» TASK REQUIREMENTS
Omit the pictures and return every entry exactly as written.

Start of SUPPLIED ENTRIES

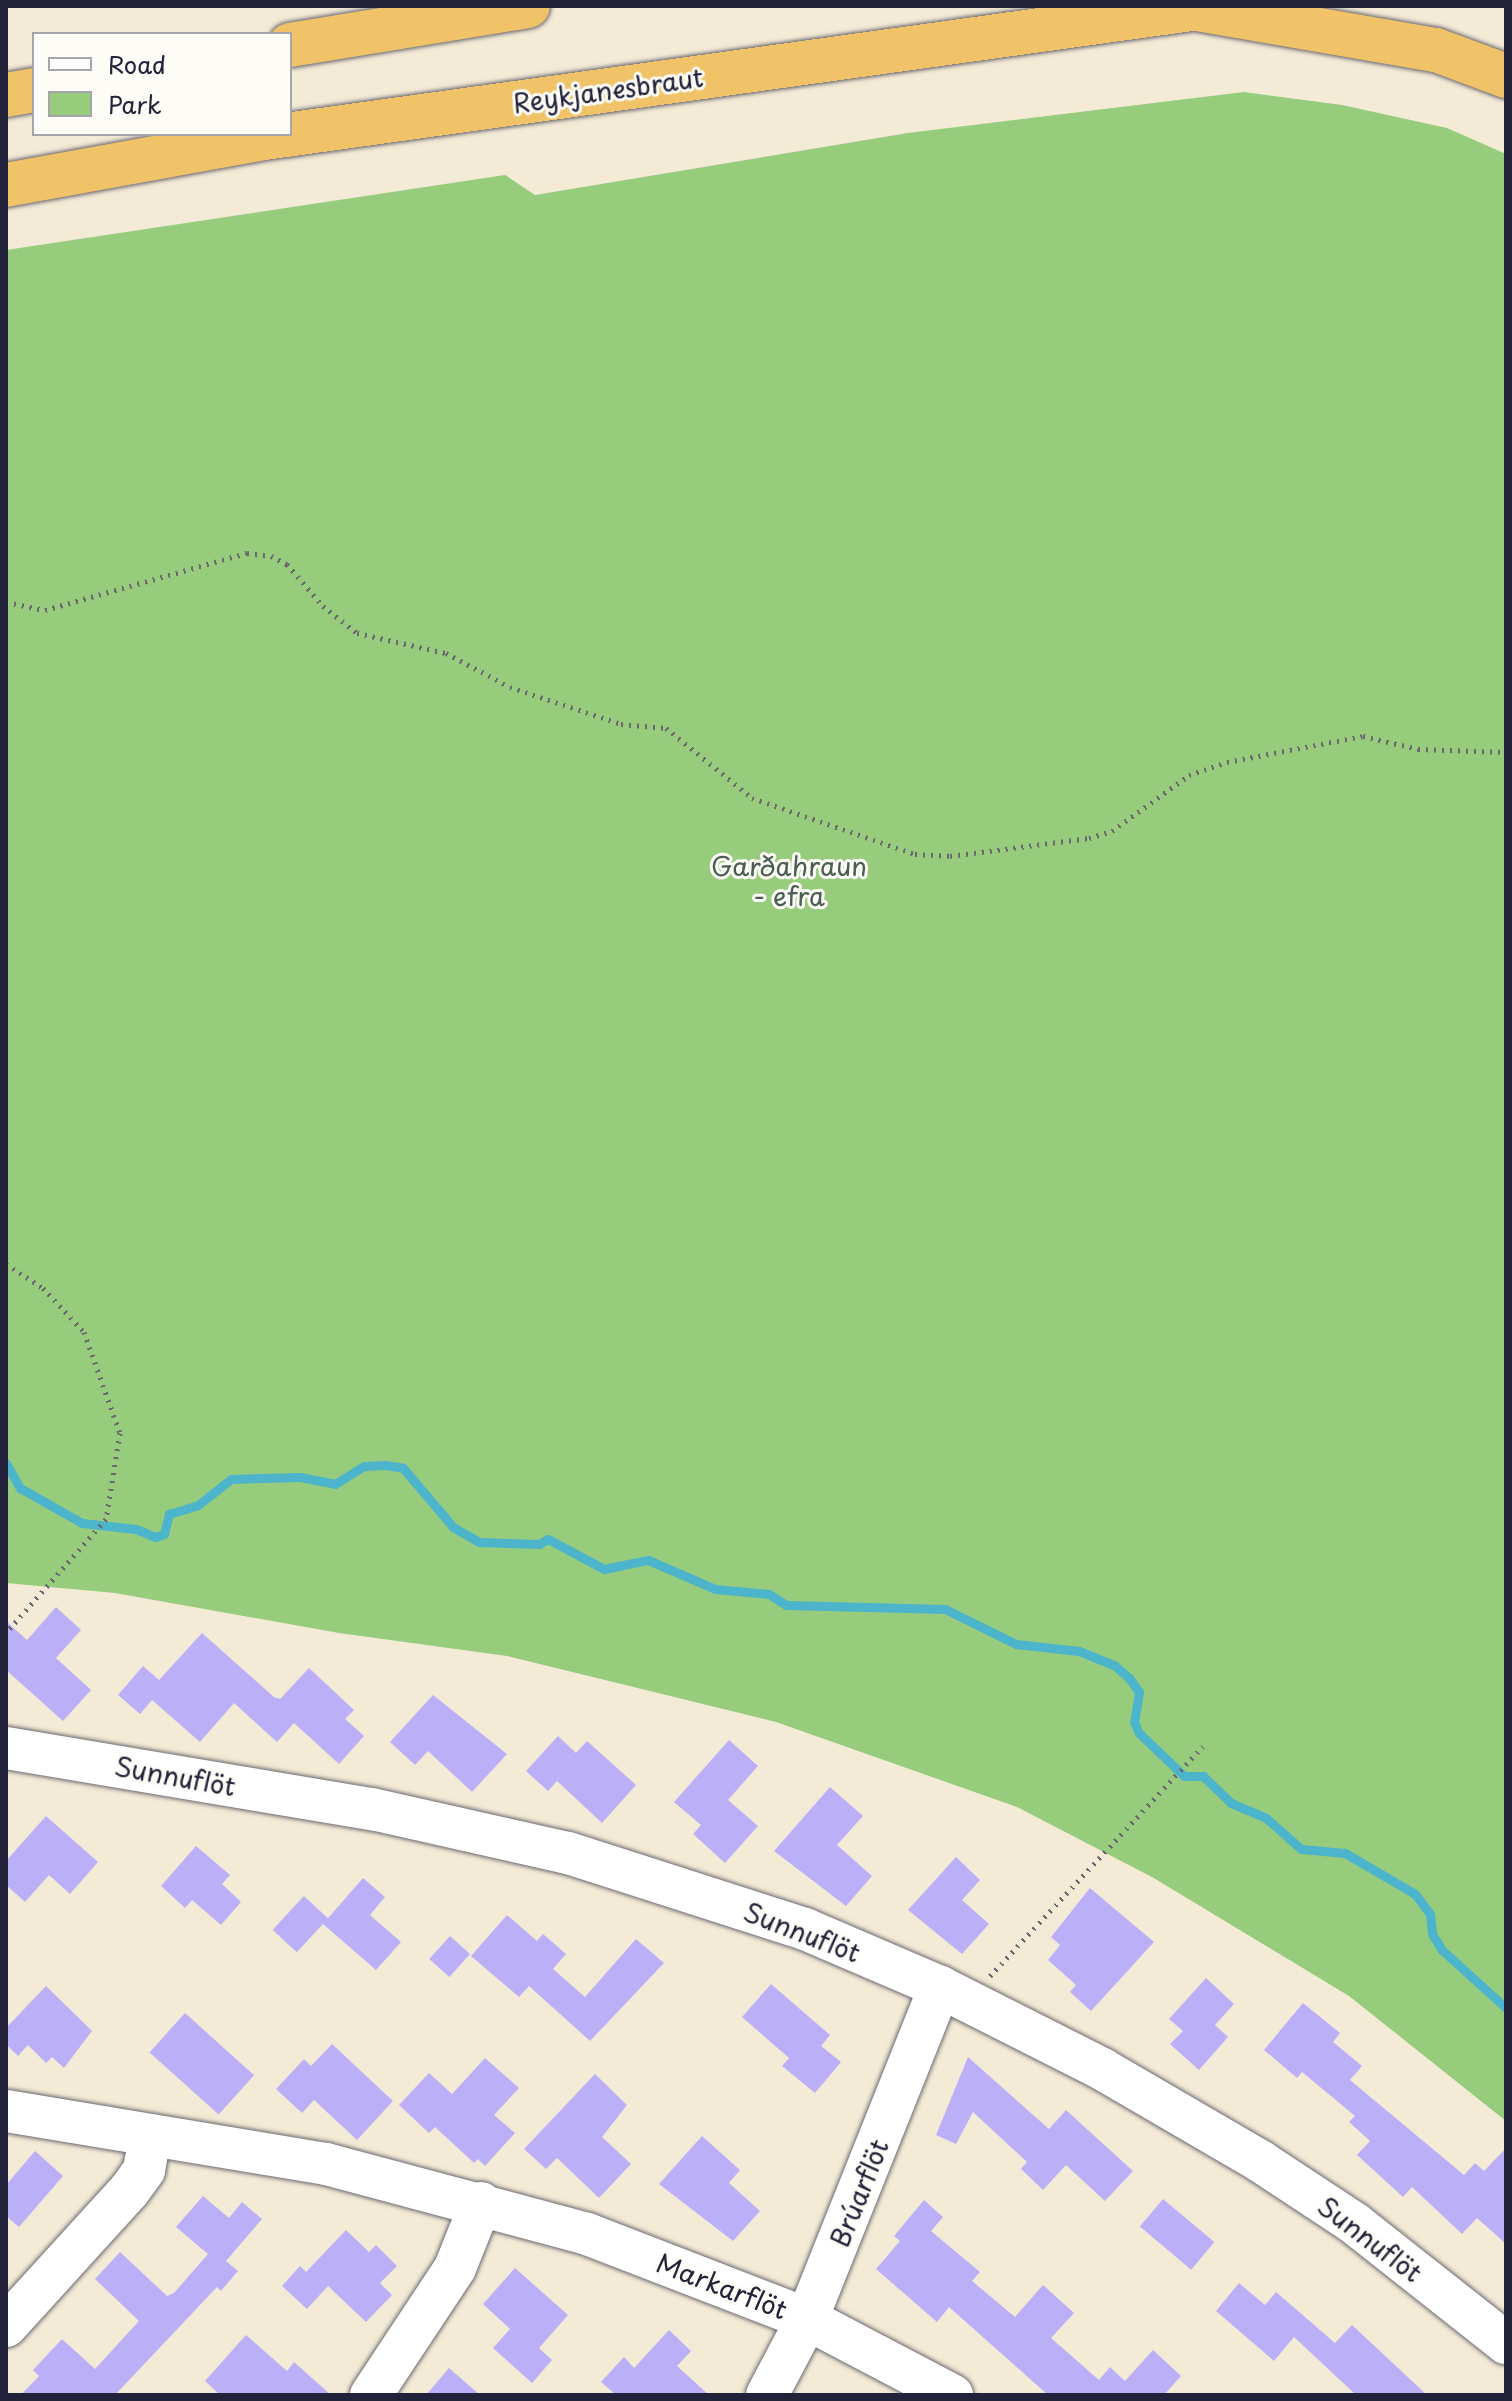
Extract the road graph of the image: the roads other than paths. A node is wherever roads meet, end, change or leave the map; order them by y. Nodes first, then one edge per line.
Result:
1 (528, 6) edge
2 (1202, 7) edge
3 (292, 45) edge
4 (1506, 76) edge
5 (32, 90) edge
6 (6, 95) edge
7 (292, 134) edge
8 (278, 136) edge
9 (6, 185) edge
10 (6, 1748) edge
11 (956, 1995) junction
12 (6, 2111) edge
13 (150, 2136) junction
14 (481, 2203) junction
15 (807, 2319) junction
16 (6, 2326) edge
17 (1506, 2343) edge
18 (371, 2395) edge
19 (767, 2395) edge
20 (952, 2395) edge

1 - 3 highway
2 - 4 highway, Reykjanesbraut
2 - 7 highway, Reykjanesbraut
5 - 6 highway
8 - 9 highway, Reykjanesbraut
10 - 11 street, Sunnuflöt
11 - 15 street, Brúarflöt
11 - 17 street, Sunnuflöt
12 - 13 street, Markarflöt
13 - 14 street, Markarflöt
13 - 16 street
14 - 15 street, Markarflöt
14 - 18 street
15 - 19 street, Brúarflöt
15 - 20 street, Markarflöt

End of SUPPLIED ENTRIES

» ANSWER AREA
Extract the road graph of the image: the roads other than paths. A node is wherever roads meet, end, change or leave the map; order them by y. Nodes first, then one edge per line.
Result:
1 (528, 6) edge
2 (1202, 7) edge
3 (292, 45) edge
4 (1506, 76) edge
5 (32, 90) edge
6 (6, 95) edge
7 (292, 134) edge
8 (278, 136) edge
9 (6, 185) edge
10 (6, 1748) edge
11 (956, 1995) junction
12 (6, 2111) edge
13 (150, 2136) junction
14 (481, 2203) junction
15 (807, 2319) junction
16 (6, 2326) edge
17 (1506, 2343) edge
18 (371, 2395) edge
19 (767, 2395) edge
20 (952, 2395) edge

1 - 3 highway
2 - 4 highway, Reykjanesbraut
2 - 7 highway, Reykjanesbraut
5 - 6 highway
8 - 9 highway, Reykjanesbraut
10 - 11 street, Sunnuflöt
11 - 15 street, Brúarflöt
11 - 17 street, Sunnuflöt
12 - 13 street, Markarflöt
13 - 14 street, Markarflöt
13 - 16 street
14 - 15 street, Markarflöt
14 - 18 street
15 - 19 street, Brúarflöt
15 - 20 street, Markarflöt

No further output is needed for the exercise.